◆ STUDY MATERIAL ◆
┌────────

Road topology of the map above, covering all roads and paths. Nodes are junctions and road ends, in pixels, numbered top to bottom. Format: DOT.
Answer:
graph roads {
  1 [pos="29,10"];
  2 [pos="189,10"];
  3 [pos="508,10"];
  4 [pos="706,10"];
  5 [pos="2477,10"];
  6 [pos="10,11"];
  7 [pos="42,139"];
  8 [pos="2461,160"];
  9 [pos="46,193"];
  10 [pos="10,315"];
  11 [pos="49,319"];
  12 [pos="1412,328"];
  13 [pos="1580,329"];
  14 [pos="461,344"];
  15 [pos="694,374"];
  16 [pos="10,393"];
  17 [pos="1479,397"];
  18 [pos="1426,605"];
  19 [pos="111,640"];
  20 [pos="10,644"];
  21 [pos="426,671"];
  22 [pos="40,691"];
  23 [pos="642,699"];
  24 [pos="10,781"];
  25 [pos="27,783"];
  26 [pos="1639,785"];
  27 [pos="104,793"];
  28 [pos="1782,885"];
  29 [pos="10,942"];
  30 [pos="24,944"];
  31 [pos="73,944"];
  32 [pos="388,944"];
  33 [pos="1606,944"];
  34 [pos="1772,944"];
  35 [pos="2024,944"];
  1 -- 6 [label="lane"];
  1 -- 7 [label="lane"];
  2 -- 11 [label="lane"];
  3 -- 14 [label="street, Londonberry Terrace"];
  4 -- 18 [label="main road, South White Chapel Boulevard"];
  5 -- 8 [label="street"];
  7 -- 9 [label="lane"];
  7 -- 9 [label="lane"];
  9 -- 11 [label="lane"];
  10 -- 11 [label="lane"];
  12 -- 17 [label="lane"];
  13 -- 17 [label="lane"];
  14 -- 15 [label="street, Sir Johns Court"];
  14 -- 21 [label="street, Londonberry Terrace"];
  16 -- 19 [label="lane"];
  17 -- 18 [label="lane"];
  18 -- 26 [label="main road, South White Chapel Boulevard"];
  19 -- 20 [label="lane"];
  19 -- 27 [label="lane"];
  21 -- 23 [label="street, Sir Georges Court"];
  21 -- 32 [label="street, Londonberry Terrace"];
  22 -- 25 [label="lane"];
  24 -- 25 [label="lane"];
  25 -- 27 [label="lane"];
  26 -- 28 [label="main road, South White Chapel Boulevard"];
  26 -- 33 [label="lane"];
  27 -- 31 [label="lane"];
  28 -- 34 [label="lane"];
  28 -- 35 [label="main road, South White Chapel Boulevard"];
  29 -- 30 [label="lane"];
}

└────────

Would you copy out each record precisely as it stands?

Road topology of the map above, covering all roads and paths. Nodes are junctions and road ends, in pixels, numbered top to bottom. Format: DOT.
Answer:
graph roads {
  1 [pos="29,10"];
  2 [pos="189,10"];
  3 [pos="508,10"];
  4 [pos="706,10"];
  5 [pos="2477,10"];
  6 [pos="10,11"];
  7 [pos="42,139"];
  8 [pos="2461,160"];
  9 [pos="46,193"];
  10 [pos="10,315"];
  11 [pos="49,319"];
  12 [pos="1412,328"];
  13 [pos="1580,329"];
  14 [pos="461,344"];
  15 [pos="694,374"];
  16 [pos="10,393"];
  17 [pos="1479,397"];
  18 [pos="1426,605"];
  19 [pos="111,640"];
  20 [pos="10,644"];
  21 [pos="426,671"];
  22 [pos="40,691"];
  23 [pos="642,699"];
  24 [pos="10,781"];
  25 [pos="27,783"];
  26 [pos="1639,785"];
  27 [pos="104,793"];
  28 [pos="1782,885"];
  29 [pos="10,942"];
  30 [pos="24,944"];
  31 [pos="73,944"];
  32 [pos="388,944"];
  33 [pos="1606,944"];
  34 [pos="1772,944"];
  35 [pos="2024,944"];
  1 -- 6 [label="lane"];
  1 -- 7 [label="lane"];
  2 -- 11 [label="lane"];
  3 -- 14 [label="street, Londonberry Terrace"];
  4 -- 18 [label="main road, South White Chapel Boulevard"];
  5 -- 8 [label="street"];
  7 -- 9 [label="lane"];
  7 -- 9 [label="lane"];
  9 -- 11 [label="lane"];
  10 -- 11 [label="lane"];
  12 -- 17 [label="lane"];
  13 -- 17 [label="lane"];
  14 -- 15 [label="street, Sir Johns Court"];
  14 -- 21 [label="street, Londonberry Terrace"];
  16 -- 19 [label="lane"];
  17 -- 18 [label="lane"];
  18 -- 26 [label="main road, South White Chapel Boulevard"];
  19 -- 20 [label="lane"];
  19 -- 27 [label="lane"];
  21 -- 23 [label="street, Sir Georges Court"];
  21 -- 32 [label="street, Londonberry Terrace"];
  22 -- 25 [label="lane"];
  24 -- 25 [label="lane"];
  25 -- 27 [label="lane"];
  26 -- 28 [label="main road, South White Chapel Boulevard"];
  26 -- 33 [label="lane"];
  27 -- 31 [label="lane"];
  28 -- 34 [label="lane"];
  28 -- 35 [label="main road, South White Chapel Boulevard"];
  29 -- 30 [label="lane"];
}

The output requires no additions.